El escritor cubano Amir Valle me decía que le llamaba la atención que muchos escritores argentinos eligieran temáticas muy ajenas a la realidad del país. Y yo le decía que en muchos casos parecía simplemente una manera de abrirse un camino profesional: ganar un concurso, editar en Europa, etc. Pero y si esa elección fueran ganas de alejarse de ese pasado que atormenta y atormenta? Claro, dirá usted, pero en todos los países hay pasados que atormentan. Sí, pero a nosotros, de puro ser argentinos, nos atormenta más. He dicho.
Yo soy de una generación que vivió durante la dictadura. (No me hago el militante ni voy a narrar escapadas por los techos que nunca viví. Yo, la dictadura, me la pasé tratando de entender y de que no me llevara ninguna razzia de esas que alegremente armaban los enemigos de la gente feliz). Décadas después, vivo como escritor la ingrata suerte de que no haya forma de escribir sin esquivar ese pasado que abruma. Basta que un personaje irrelevante recuerde su vieja casa, una novia de la infancia, una travesura de chico, para que ese recuerdo traiga aparejado al comisario de mi pueblo que perseguía a los pibes de pelo largo, la mano de obra ocupada primero y luego desocupada pero aún peligrosa, amigos o nombres que desparecían así, sin más, y que uno suponía (porque lo decían los diarios) meta croisants en París y resulta que estaban meta sufrir y morir.
Leyendo a estos suecos que estaban de moda hace unos años, uno aprendía que los fantasmas de esa sociedad, donde nadie mata a patadas a otro porque lo supone ladrón, y no tienen a Carrió para divertirse y a Binner para aburrirse, eran dos: el pasado nazi, en el que muchos habían encontrado la felicidad de pertenecer; y los abusos a menores, que los transportaba de un saque a una realidad medieval que poco coincidía con el estándar que ostentan y promocionan.
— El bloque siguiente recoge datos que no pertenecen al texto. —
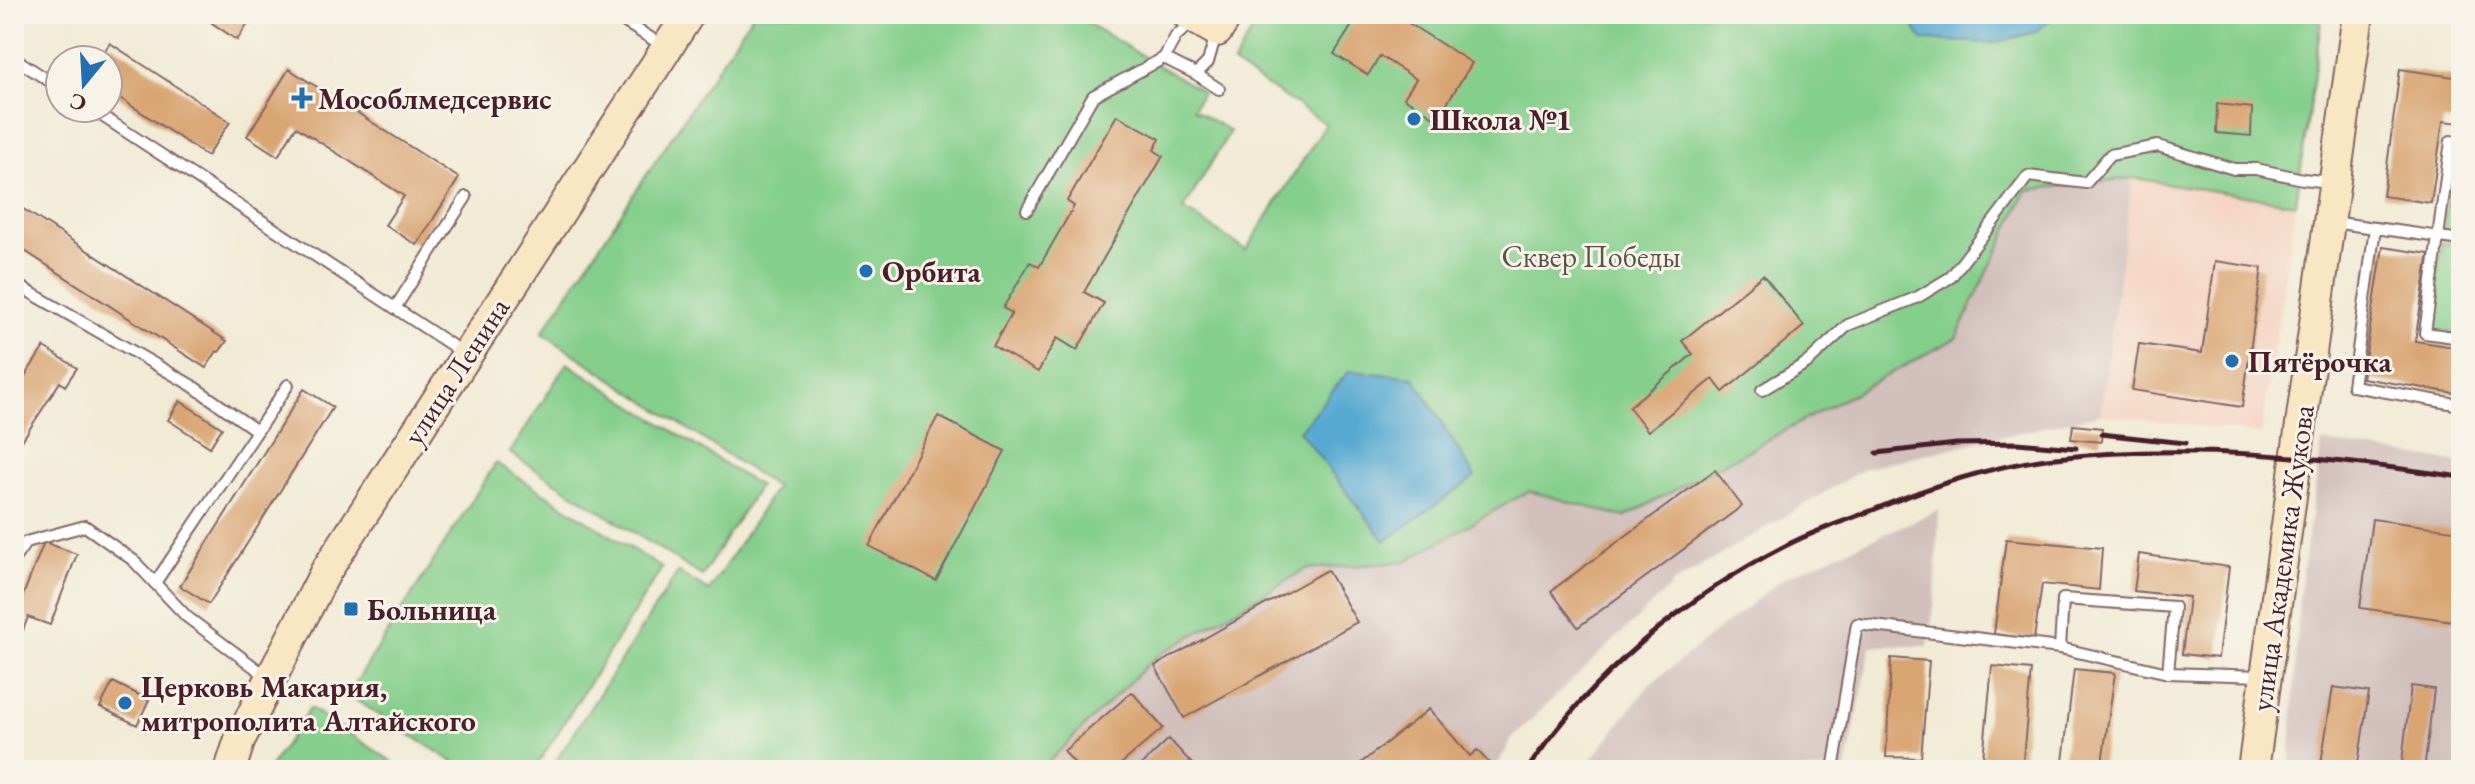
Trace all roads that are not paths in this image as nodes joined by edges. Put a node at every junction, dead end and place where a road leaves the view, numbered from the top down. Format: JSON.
{"nodes":[{"id":1,"x":612,"y":14,"type":"edge"},
{"id":2,"x":689,"y":14,"type":"edge"},
{"id":3,"x":2358,"y":14,"type":"edge"},
{"id":4,"x":1207,"y":19,"type":"edge"},
{"id":5,"x":667,"y":48,"type":"junction"},
{"id":6,"x":14,"y":58,"type":"edge"},
{"id":7,"x":1164,"y":58,"type":"junction"},
{"id":8,"x":1196,"y":74,"type":"junction"},
{"id":9,"x":44,"y":78,"type":"edge"},
{"id":10,"x":1219,"y":89,"type":"dead end"},
{"id":11,"x":114,"y":124,"type":"edge"},
{"id":12,"x":2461,"y":143,"type":"edge"},
{"id":13,"x":2336,"y":182,"type":"junction"},
{"id":14,"x":466,"y":197,"type":"dead end"},
{"id":15,"x":1027,"y":210,"type":"dead end"},
{"id":16,"x":2330,"y":222,"type":"junction"},
{"id":17,"x":2375,"y":228,"type":"junction"},
{"id":18,"x":2438,"y":237,"type":"junction"},
{"id":19,"x":2461,"y":240,"type":"edge"},
{"id":20,"x":14,"y":283,"type":"edge"},
{"id":21,"x":395,"y":308,"type":"junction"},
{"id":22,"x":2461,"y":338,"type":"edge"},
{"id":23,"x":467,"y":355,"type":"junction"},
{"id":24,"x":288,"y":385,"type":"dead end"},
{"id":25,"x":1762,"y":390,"type":"dead end"},
{"id":26,"x":2461,"y":405,"type":"edge"},
{"id":27,"x":257,"y":431,"type":"junction"},
{"id":28,"x":14,"y":559,"type":"edge"},
{"id":29,"x":155,"y":583,"type":"junction"},
{"id":30,"x":2060,"y":648,"type":"junction"},
{"id":31,"x":2168,"y":673,"type":"junction"},
{"id":32,"x":2264,"y":677,"type":"junction"},
{"id":33,"x":270,"y":679,"type":"junction"},
{"id":34,"x":240,"y":739,"type":"junction"},
{"id":35,"x":215,"y":770,"type":"edge"},
{"id":36,"x":230,"y":770,"type":"edge"},
{"id":37,"x":1833,"y":770,"type":"edge"},
{"id":38,"x":2253,"y":770,"type":"edge"}],
"edges":[{"from":1,"to":5,"type":"lane"},
{"from":2,"to":5,"type":"street","name":"улица Ленина"},
{"from":3,"to":13,"type":"street","name":"улица Академика Жукова"},
{"from":4,"to":7,"type":"lane"},
{"from":4,"to":8,"type":"lane"},
{"from":5,"to":23,"type":"street","name":"улица Ленина"},
{"from":6,"to":9,"type":"lane"},
{"from":7,"to":8,"type":"lane"},
{"from":7,"to":15,"type":"lane"},
{"from":8,"to":10,"type":"lane"},
{"from":11,"to":21,"type":"lane"},
{"from":12,"to":18,"type":"lane"},
{"from":13,"to":16,"type":"street","name":"улица Академика Жукова"},
{"from":13,"to":25,"type":"lane"},
{"from":14,"to":21,"type":"lane"},
{"from":16,"to":17,"type":"lane"},
{"from":16,"to":32,"type":"street","name":"улица Академика Жукова"},
{"from":17,"to":18,"type":"lane"},
{"from":17,"to":26,"type":"lane"},
{"from":18,"to":19,"type":"lane"},
{"from":18,"to":22,"type":"lane"},
{"from":20,"to":27,"type":"lane"},
{"from":21,"to":23,"type":"lane"},
{"from":23,"to":33,"type":"street","name":"улица Ленина"},
{"from":24,"to":27,"type":"lane"},
{"from":27,"to":29,"type":"lane"},
{"from":28,"to":29,"type":"lane"},
{"from":29,"to":33,"type":"lane"},
{"from":30,"to":31,"type":"lane"},
{"from":30,"to":31,"type":"lane"},
{"from":30,"to":37,"type":"lane"},
{"from":31,"to":32,"type":"lane"},
{"from":32,"to":38,"type":"street","name":"улица Академика Жукова"},
{"from":33,"to":34,"type":"street","name":"улица Ленина"},
{"from":34,"to":35,"type":"street","name":"улица Ленина"},
{"from":34,"to":36,"type":"street","name":"улица Ленина"}]}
Vea los años que le costó empezar a sacar los trapos sucios al sol. Aun así, valió la pena, creo.
Hace un tiempo apareció con fuerza una generación de lo que uno podría llamar escritores jóvenes, aunque la mayoría eran unos huevonazos de más de treinta, que se sumaron al desafío de escribir sobre el pasado inmediato. Era fascinante ver cómo el pasado, que incluye la dictadura, se iba colando en sus relatos, a veces como un sistema, ya que son generacionalmente los hijos de los desaparecidos (algunos lo son realmente), en otros casos de forma aleatoria, en otros como un compromiso, o quizá como una suerte de obligación, que en algunos casos era fácil confundir con sobreactuación. Quizá sea eso que dije antes: evitar un tema con insistencia hubiera sido más sospechoso que hablar sobre ese tema todo el tiempo. Y no sé si hay término medio.
En fin, dicho esto, me voy a meter en el desafío de escribir una novela donde todo sea puro presente. Sucede en una fiesta, digamos la fiesta de una revista donde se festeja que estamos vivos y somos bellos. En esa fiesta nadie arrastra males, nadie tuvo un padre con mala suerte ni un hermano que se congeló en Malvinas, a nadie lo engañó su esposa o marido, y el mundo es perfecto. La dictadura es una serie yanqui y se termina cuando se apaga el televisor. Ganan los buenos. Que los buenos de los yanquis sean los malos para nosotros es una anécdota de la que ni siquiera nos reiremos porque nos olvidaremos rápido, fieles a la lógica del presente perfecto. De ese libro voy a vender millones, porque hay mucha gente que quiere creer que ese mundo es posible. Pero le traigo malas noticias: no lo es.